The first performance of the successful nautical opera “H.M.S. Pinafore” by children, of which a favourable opinion was formed at the “dress rehearsal” last week, took place yesterday, and more than justified the prognostic that it would be well received when thoroughly launched. A few more rehearsals had served to remove the slight defects apparent, and to enable the young actors to acquire that confidence which is so necessary to prevent any display of nervousness, and to enable them to bring out the points of the characters they assumed with greater distinctness and precision. So well did the whole piece go yesterday that but one opinion seemed to pervade the audience, and that was that the adult actors who have performed the part on the same stage for so many nights have found very formidable rivals in public favour.

The audience was, indeed, exceedingly enthusiastic, and the children, as they are termed – though many are far past that period of life when they can be properly so denominated – were certainly well entitled to the unbounded applause with which their efforts were rewarded. The youngest of the crew, the important individual the “Midshipmite,” who bears the imposing name of Augustus Fitzclarence, seemed to be in especial favour, and a great effect was produced by sending him on solus to bow and scrape his way across the stage at the close of each act.

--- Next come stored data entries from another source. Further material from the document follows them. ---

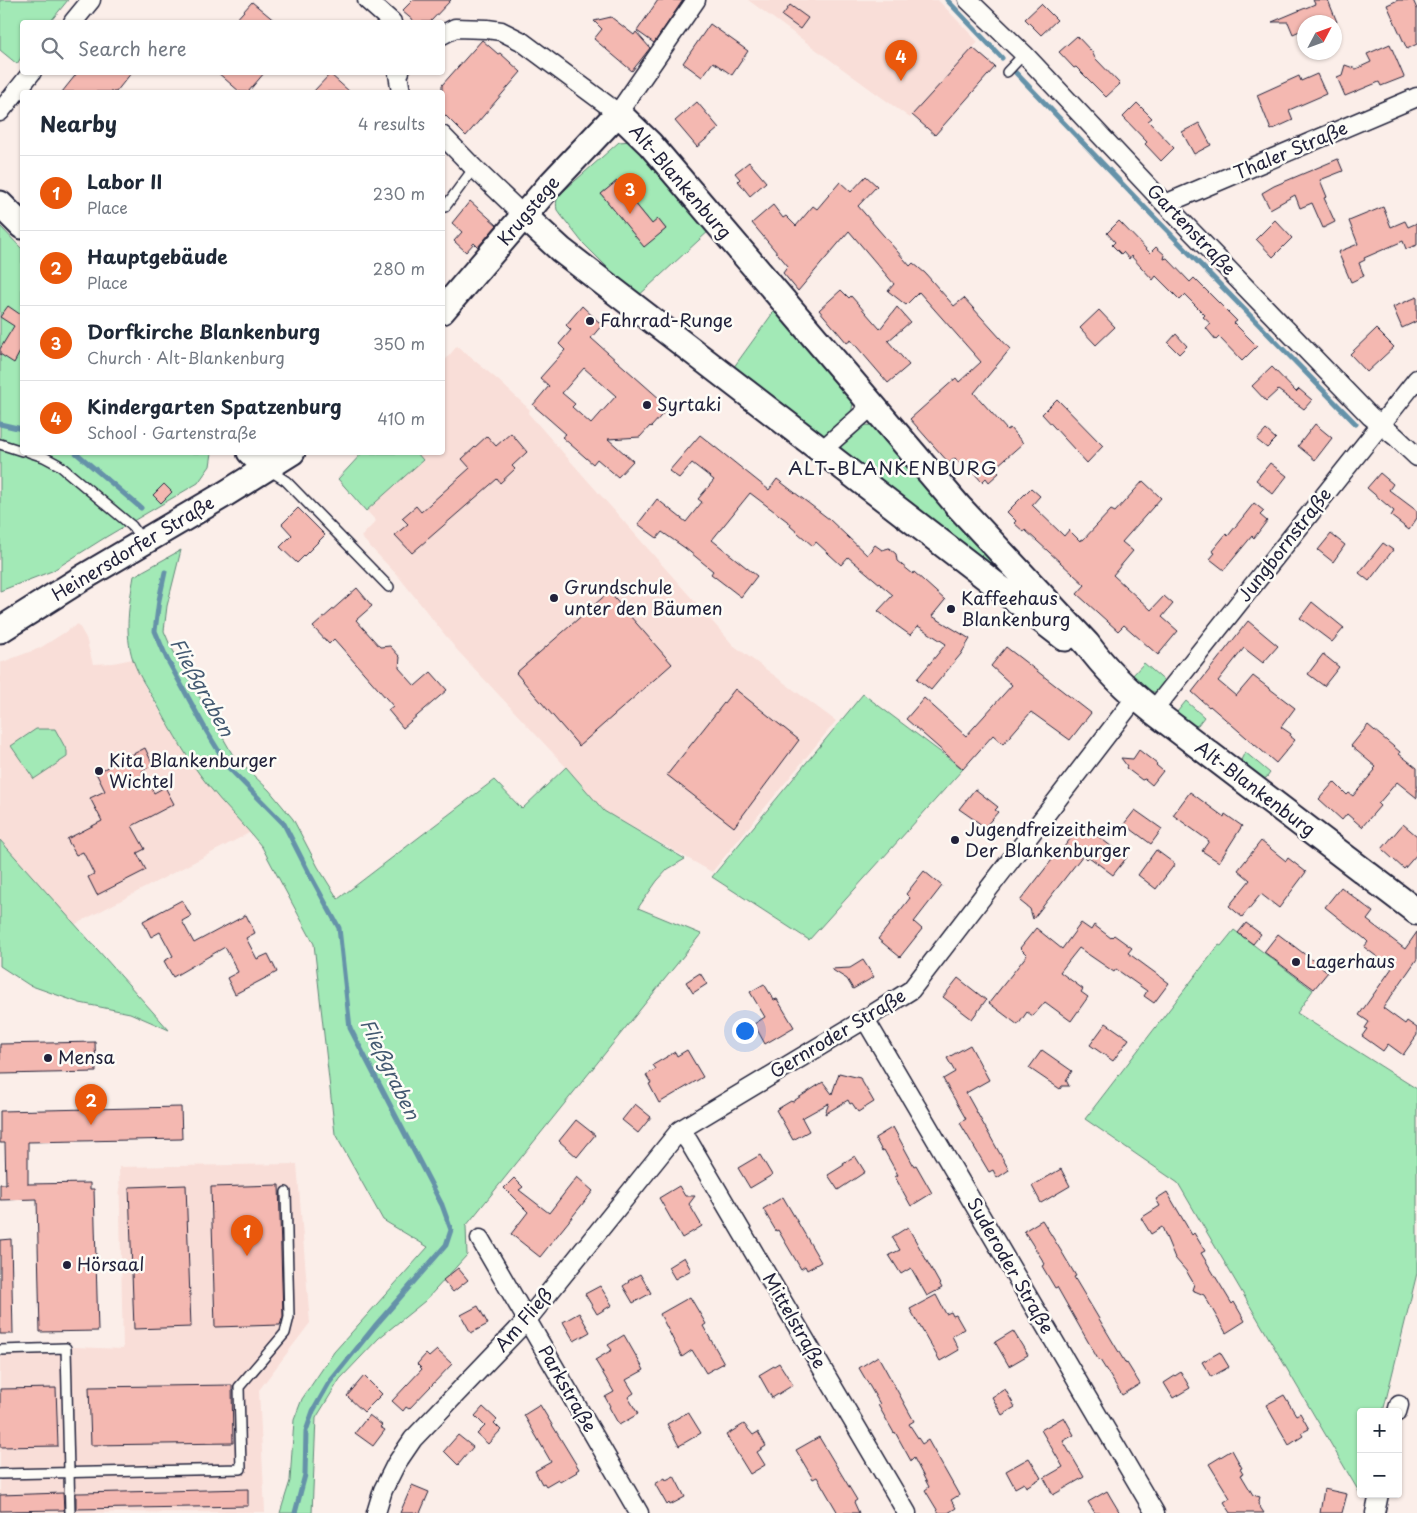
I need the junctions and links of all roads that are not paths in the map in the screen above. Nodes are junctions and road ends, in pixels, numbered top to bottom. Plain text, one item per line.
1 (91, 0) edge
2 (367, 0) edge
3 (696, 0) edge
4 (970, 1) edge
5 (75, 20) edge
6 (390, 20) edge
7 (445, 33) edge
8 (1024, 54) junction
9 (1007, 72) dead end
10 (30, 75) edge
11 (398, 75) edge
12 (401, 90) edge
13 (1417, 97) edge
14 (0, 112) edge
15 (618, 113) junction
16 (445, 138) edge
17 (474, 168) junction
18 (0, 204) edge
19 (1165, 204) junction
20 (445, 207) dead end
21 (524, 216) junction
22 (20, 224) edge
23 (445, 308) edge
24 (1417, 379) edge
25 (872, 406) junction
26 (1380, 425) junction
27 (0, 444) edge
28 (20, 449) edge
29 (822, 452) junction
30 (38, 455) edge
31 (279, 455) edge
32 (1417, 457) edge
33 (258, 460) edge
34 (143, 542) junction
35 (389, 587) dead end
36 (0, 630) edge
37 (1098, 660) junction
38 (1145, 704) junction
39 (1417, 912) edge
40 (865, 1019) junction
41 (680, 1130) junction
42 (286, 1192) dead end
43 (480, 1239) dead end
44 (526, 1320) junction
45 (0, 1350) edge
46 (69, 1472) junction
47 (0, 1474) edge
48 (1379, 1498) edge
49 (70, 1513) edge
50 (376, 1513) edge
51 (639, 1513) edge
52 (907, 1513) edge
53 (1155, 1513) edge
54 (1376, 1513) edge

1 - 5 street
2 - 6 street
3 - 15 street
4 - 8 street, Gartenstraße
7 - 15 street, Alt-Blankenburg
8 - 9 lane
8 - 19 street, Gartenstraße
10 - 14 street
11 - 12 street
13 - 19 street, Thaler Straße
15 - 21 main road, Krugstege
15 - 25 main road, Alt-Blankenburg
16 - 17 street, Alt-Blankenburg
17 - 20 lane
17 - 21 street, Alt-Blankenburg
18 - 22 main road
19 - 26 street, Gartenstraße
21 - 23 main road, Krugstege
21 - 29 main road, Alt-Blankenburg
24 - 26 street, Jungbornstraße
25 - 29 street
25 - 37 main road, Alt-Blankenburg
26 - 32 street, Gartenstraße
26 - 38 street, Jungbornstraße
27 - 28 lane
29 - 37 main road, Alt-Blankenburg
30 - 34 lane
31 - 33 main road
33 - 34 main road, Heinersdorfer Straße
33 - 35 lane
34 - 36 main road, Heinersdorfer Straße
37 - 38 main road, Alt-Blankenburg
38 - 39 main road, Alt-Blankenburg
38 - 40 street, Gernroder Straße
40 - 41 street, Gernroder Straße
40 - 53 street, Suderoder Straße
41 - 44 street, Am Fließ
41 - 52 street, Mittelstraße
42 - 46 lane
43 - 44 street, Parkstraße
44 - 50 street, Am Fließ
44 - 51 street, Parkstraße
45 - 46 lane
46 - 47 lane
46 - 49 lane
48 - 54 street

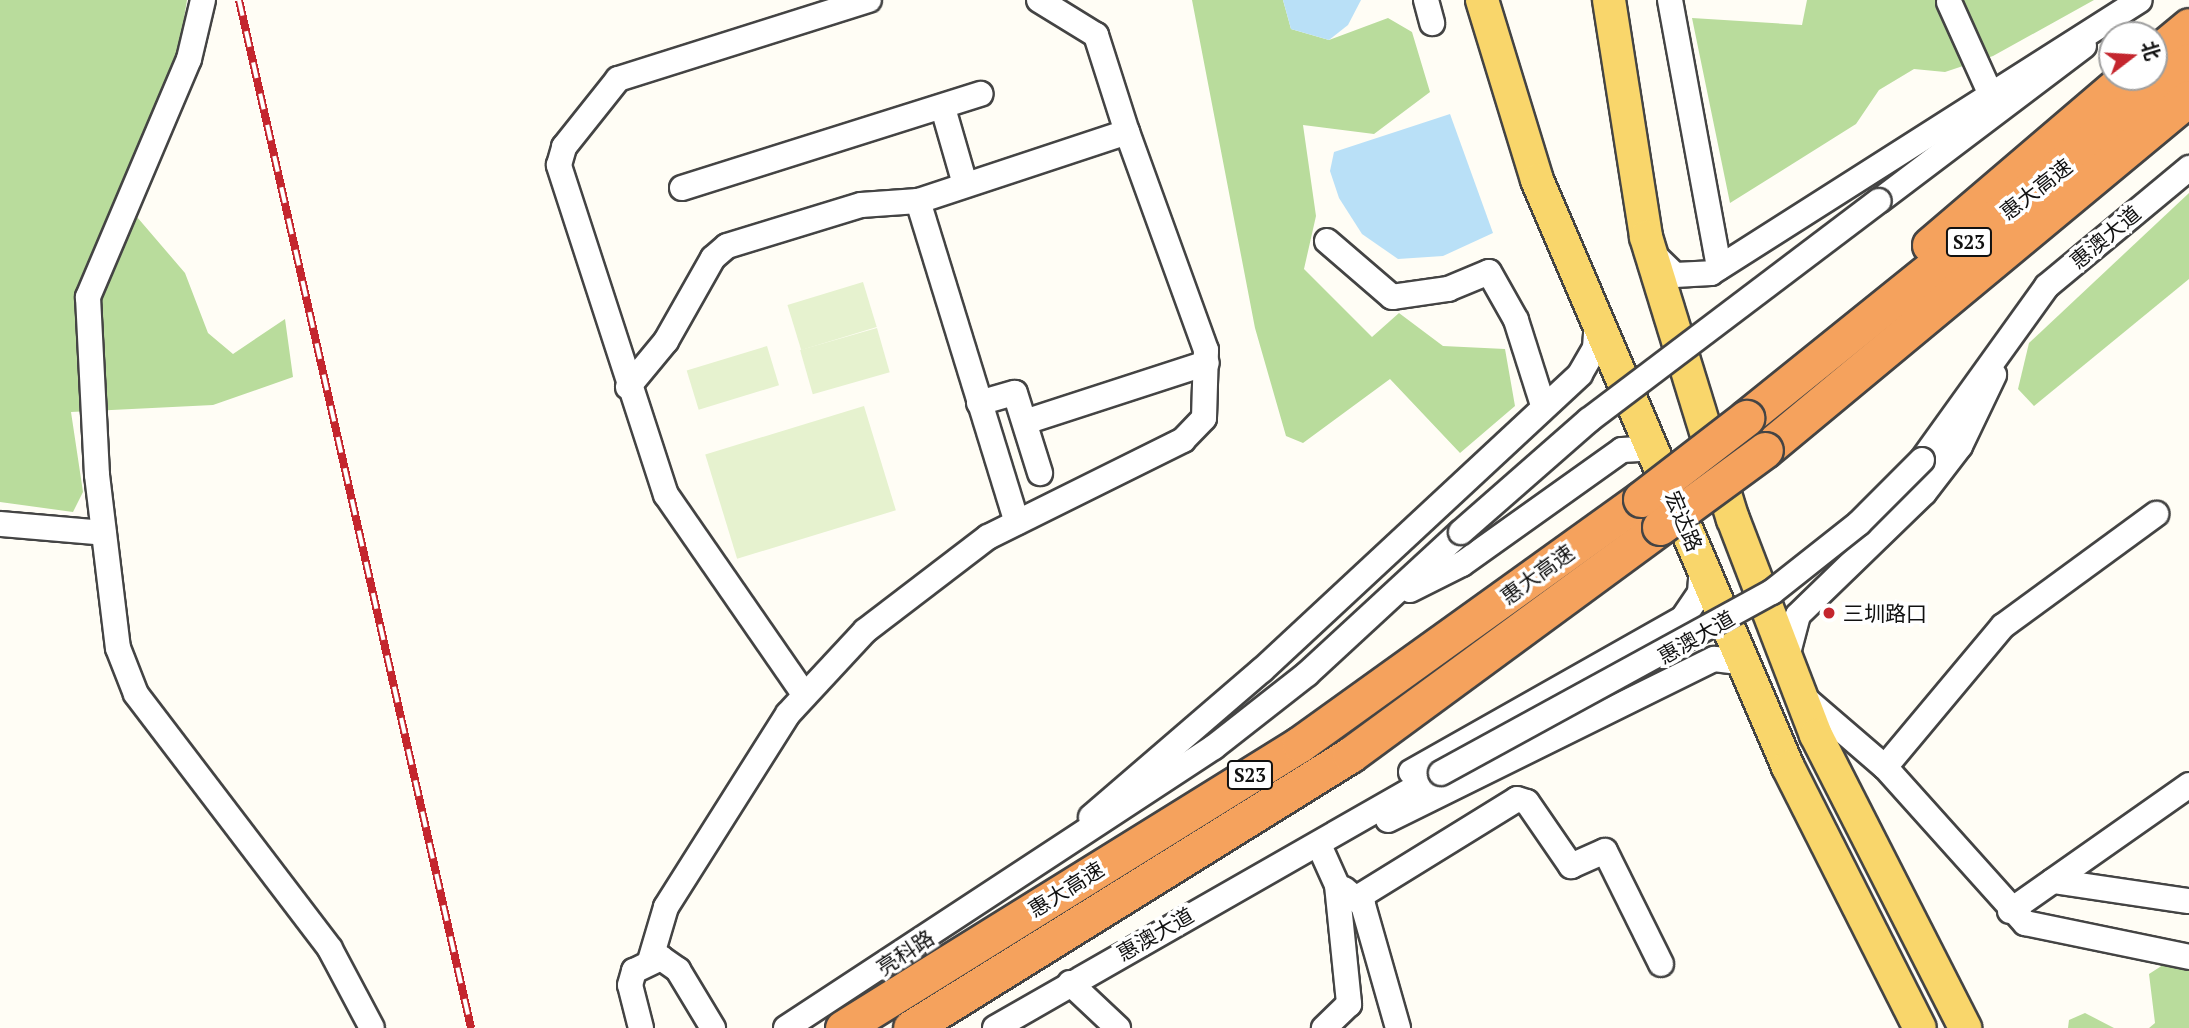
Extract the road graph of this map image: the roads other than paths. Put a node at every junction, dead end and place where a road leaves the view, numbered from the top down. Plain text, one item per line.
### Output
1 (203, 0) edge
2 (869, 0) edge
3 (1039, 0) edge
4 (1482, 0) edge
5 (1609, 0) edge
6 (1670, 0) edge
7 (1949, 2) edge
8 (2124, 10) edge
9 (2189, 26) edge
10 (2168, 43) edge
11 (2189, 61) edge
12 (2111, 91) edge
13 (1990, 93) junction
14 (981, 94) dead end
15 (2189, 98) edge
16 (943, 108) junction
17 (2189, 130) edge
18 (1127, 132) junction
19 (2189, 168) edge
20 (965, 184) junction
21 (682, 188) dead end
22 (918, 201) junction
23 (1646, 237) junction
24 (1326, 242) dead end
25 (1718, 268) junction
26 (1896, 300) junction
27 (1593, 304) junction
28 (1926, 321) junction
29 (2006, 348) junction
30 (1207, 363) junction
31 (628, 387) junction
32 (979, 403) junction
33 (1543, 405) junction
34 (1025, 422) junction
35 (1658, 459) junction
36 (1040, 473) dead end
37 (1651, 513) junction
38 (2156, 514) dead end
39 (1017, 522) junction
40 (0, 524) edge
41 (104, 533) junction
42 (1702, 563) junction
43 (1387, 601) junction
44 (1788, 662) junction
45 (1750, 679) junction
46 (804, 694) junction
47 (1800, 694) junction
48 (1885, 767) junction
49 (2189, 785) edge
50 (1319, 845) junction
51 (1024, 874) junction
52 (2053, 881) junction
53 (1347, 892) junction
54 (2189, 901) edge
55 (2010, 911) junction
56 (2189, 957) edge
57 (650, 961) junction
58 (1661, 964) dead end
59 (1070, 983) junction
60 (1964, 1026) edge
61 (372, 1028) edge
62 (642, 1028) edge
63 (713, 1028) edge
64 (786, 1028) edge
65 (843, 1028) edge
66 (911, 1028) edge
67 (995, 1028) edge
68 (1118, 1028) edge
69 (1324, 1028) edge
70 (1398, 1028) edge
71 (1920, 1028) edge

1 - 41 street
2 - 31 street
3 - 18 street
4 - 27 main road, 宏达路
5 - 23 main road
6 - 25 street
7 - 13 street
8 - 13 street
8 - 43 street, bridge
9 - 10 highway
11 - 26 highway, 惠大高速 / S23
12 - 26 highway
13 - 25 street
14 - 16 street
15 - 28 highway, 惠大高速 / S23
16 - 20 street
16 - 21 street
17 - 28 highway
18 - 20 street
18 - 30 street
19 - 29 street, 惠澳大道
20 - 22 street
22 - 31 street
22 - 32 street
23 - 25 street
23 - 44 main road
24 - 33 street
26 - 37 highway, 惠大高速 / S23, bridge
27 - 33 street
27 - 35 main road, 宏达路
28 - 37 highway, 惠大高速 / S23, bridge
29 - 44 street
29 - 50 street, 惠澳大道, bridge
30 - 34 street
30 - 39 street
31 - 46 street
32 - 34 street
32 - 39 street
33 - 51 street
34 - 36 street
35 - 42 main road, 宏达路
35 - 43 street
37 - 65 highway, 惠大高速 / S23
37 - 66 highway, 惠大高速 / S23
38 - 48 street
39 - 46 street
40 - 41 street
41 - 61 street
42 - 45 main road, 宏达路
42 - 50 street
43 - 51 street
44 - 47 main road
45 - 50 street
45 - 71 main road, 宏达路
46 - 57 street
47 - 48 street
47 - 60 main road
48 - 55 street
49 - 52 street
50 - 53 street
50 - 59 street, 惠澳大道
51 - 64 street, 亮科路
52 - 54 street
52 - 55 street
53 - 58 street
53 - 69 street
53 - 70 street
55 - 56 street
57 - 62 street
57 - 63 street
59 - 67 street, 惠澳大道
59 - 68 street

Much of the music was encored, and Mr. R. Barker, under whose direction the juvenile version was produced, as well as Mr. D’Oyly Carte1, the lessee, were twice called before the curtain and heartily applauded. The “Children’s Pinafore” may safely be regarded as one of the events of the Christmas season. The opera was succeeded by a new drawing-room entertainment by Mr. George Grossmith, jun., which well served to bring out his musical and mimical acquirements.